Leider bestätigte sich diese Skepsis im Laufe der weiteren Handlung gleich in vielerlei Hinsicht. Einige meiner Kritikpunkte lassen sich unter „mangelnde Recherche“ zusammenfassen. Valerie verhält sich zu keinem Zeitpunkt wie eine Wissenschaftlerin; sie geht planlos und konfus an die Kommunikation mit Najaa heran und macht entsprechend lange kaum Fortschritte. Dabei hat der Film „Arrival“ gezeigt, wie spannend und überzeugend das systematische Decodieren einer Sprache dargestellt werden kann. Aber davon ist in „Ein Lied am Ende der Welt“ leider nichts zu finden. Und auch eine ganze Reihe von weiteren Aspekten wirkt sehr undurchdacht und schlecht recherchiert. Die arktische Landschaft und der Alltag in der Forschungsstation werden zwar überzeugend beschrieben, aber dass Wyatt gänzlich eigenmächtig dort vor sich hinexperimentiert und alle beteiligten Personen einverstanden sind, die Existenz von Najaa geheimzuhalten (selbst als Najaas Leben dabei in Gefahr gerät), ist kaum nachzuvollziehen.
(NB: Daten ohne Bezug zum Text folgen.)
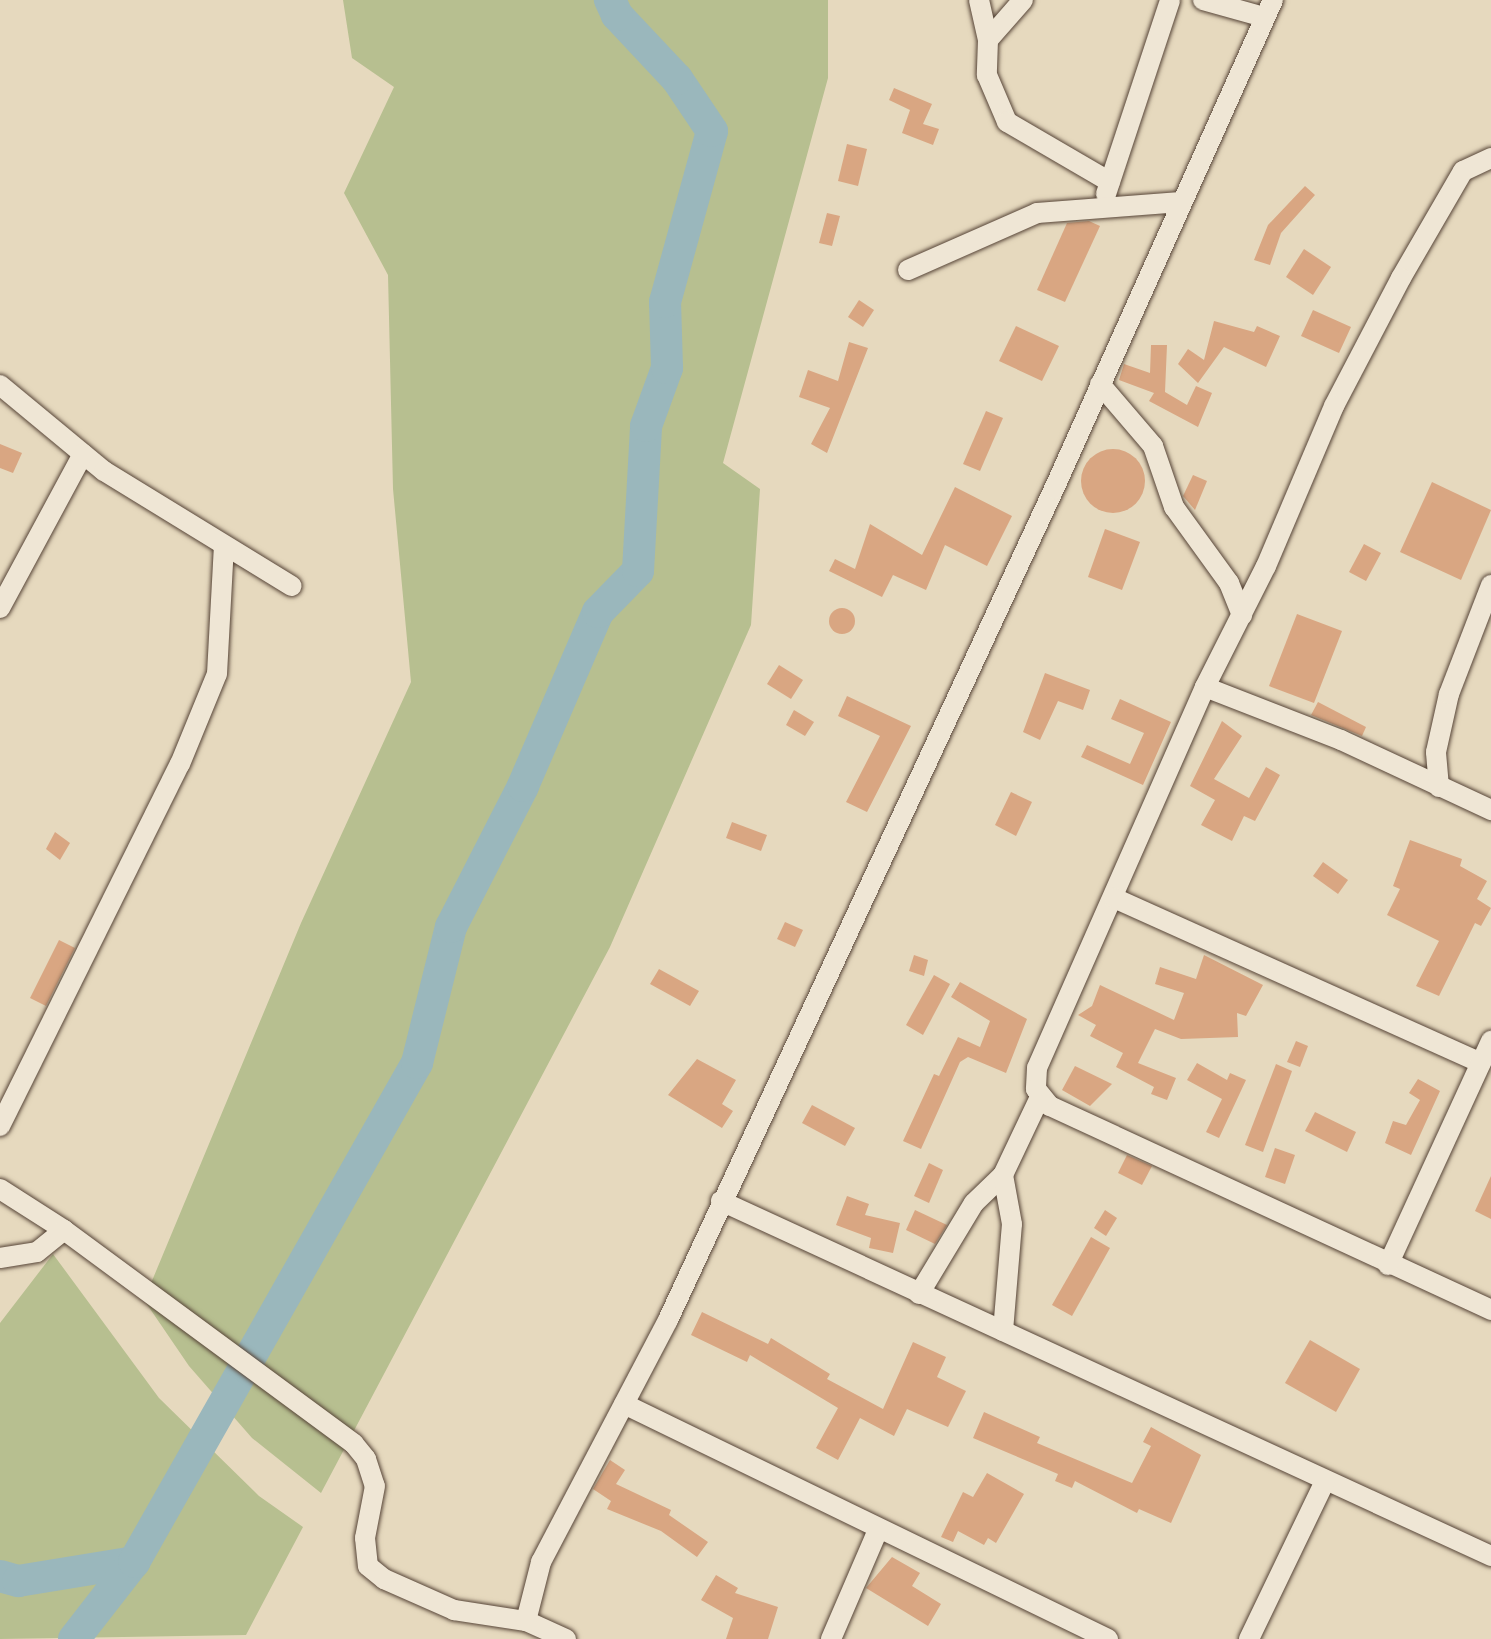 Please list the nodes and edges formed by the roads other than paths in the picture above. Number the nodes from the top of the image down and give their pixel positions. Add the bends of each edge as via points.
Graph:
1 (979, 0) edge
2 (1023, 0) edge
3 (1170, 0) edge
4 (1203, 0) edge
5 (1269, 9) edge
6 (988, 40) junction
7 (1491, 158) edge
8 (1110, 182) junction
9 (1181, 202) junction
10 (1102, 207) junction
11 (908, 270) dead end
12 (1100, 384) junction
13 (0, 385) edge
14 (83, 454) junction
15 (224, 546) junction
16 (1491, 585) edge
17 (292, 586) dead end
18 (0, 608) edge
19 (1242, 616) junction
20 (1205, 687) junction
21 (1439, 787) junction
22 (1491, 810) edge
23 (1114, 898) junction
24 (1491, 1041) edge
25 (1481, 1063) junction
26 (1041, 1097) junction
27 (0, 1126) edge
28 (1003, 1175) junction
29 (0, 1190) edge
30 (721, 1201) junction
31 (64, 1230) junction
32 (0, 1258) edge
33 (1388, 1265) junction
34 (919, 1294) junction
35 (1491, 1310) edge
36 (1003, 1331) junction
37 (624, 1404) junction
38 (1324, 1481) junction
39 (878, 1530) junction
40 (1491, 1557) edge
41 (526, 1621) junction
42 (566, 1639) edge
43 (831, 1639) edge
44 (1107, 1639) edge
45 (1249, 1639) edge

1 - 6 street
2 - 6 street
3 - 8 street
4 - 5 street
5 - 9 street
6 - 8 street via 987,75 1007,122
7 - 19 street via 1463,171 1412,260 1334,406
8 - 10 street
9 - 10 street
9 - 12 street
10 - 11 street via 1018,219
12 - 19 street via 1153,446 1174,507 1229,584
12 - 30 street
13 - 14 street
14 - 15 street
14 - 18 street
15 - 17 street
15 - 27 street via 217,674 180,764
16 - 21 street via 1449,694 1436,752
19 - 20 street
20 - 21 street via 1341,740
20 - 23 street
21 - 22 street
23 - 25 street
23 - 26 street via 1037,1068
24 - 25 street
25 - 33 street
26 - 28 street
26 - 33 street
28 - 34 street via 974,1203
28 - 36 street via 1012,1224
29 - 31 street
30 - 34 street
30 - 37 street
31 - 32 street via 37,1252
31 - 41 street via 354,1444 366,1459 375,1486 365,1538 368,1566 384,1579 454,1610
33 - 35 street
34 - 36 street
36 - 38 street
37 - 39 street
37 - 41 street via 541,1562
38 - 40 street
38 - 45 street
39 - 43 street
39 - 44 street
41 - 42 street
Najaas Hintergrundgeschichte geht schließlich ins Phantastische bzw. in die wissenschaftlich-technische Spekulation, was per se kein Problem wäre, wenn es denn überzeugend umgesetzt wäre. Aber auch hier scheint Erika Ferencik sich nicht mit Recherche aufgehalten zu haben, denn Konzepte, die eigentlich spannend und glaubwürdig sein könnten, vermischen sich mit völlig absurden Elementen, die in einem wirren Actionspektakel gipfeln.

Fast schon überflüssig zu erwähnen, dass Valeries Charakterentwicklung dabei gänzlich auf der Strecke bleibt. Ihre Angststörungen spielen nur noch insofern eine Rolle, da der Verlust ihrer Medikamente sie kurzfristig aus der Bahn wirft. Hier wurde meiner Meinung nach viel Potenzial verschenkt – aus Valerie hätte man soviel herausholen können!

Wenn ich mir andere Rezensionen durchlese, so kommt das Buch insgesamt nicht schlecht an, aber für mich persönlich war das ein Reinfall. Ab einem bestimmten Zeitpunkt habe ich nur noch weitergelesen, weil ich wissen wollte, wie die Autorin am Ende noch das Ruder rumreißen möchte – stattdessen wirft sie einfach nur jegliche Logik über Bord. Schade um einige sehr schöne Ideen, die in dem Roman stecken.

4 thoughts on “Erika Ferencik – Ein Lied vom Ende der Welt

  1. Oh, schade – ich dachte gerade bein Titel, beim Cover und der Inhaltsangabe auch, dass das nach einem interessanten Buch klingt – aber solche Logikbrüche stören mich dann auch. Gut, abgesehen davon, dass ich mit plötzlichen Einbrüchen von phantastischen oder ScFi-Elementen gar nicht leben kann. Ich mag beides, aber dann möchte ich das von Anfang an wissen, dass ich das lese, sonst reißt es mich einfach völlig aus meinem „Suspension of disbelief“ raus.

    1. Ja, sehr schade. Das SciFi-Element deutete sich zwar früh an, aber zu dem Zeitpunkt hätte eine natürliche Erklärung noch genau so sein können – zumal Aufmachung, Titel und Verlagsbeschreibung so gar nicht auf etwas phantastisches hinweisen. Daher hat es für mich auch gar nicht funktioniert, schon gar nicht mit so vielen unlogischen Wendungen.

  2. Das klingt nach einer frustrierenden Lektüre! Ich finde es immer schrecklich enttäuschend, wenn eine Geschichte so viel Potenzial mit sich bringt und dann mangelnde Recherche(lust) dazu führen, dass all die faszinierenden Möglichkeiten so über Bord geworfen werden.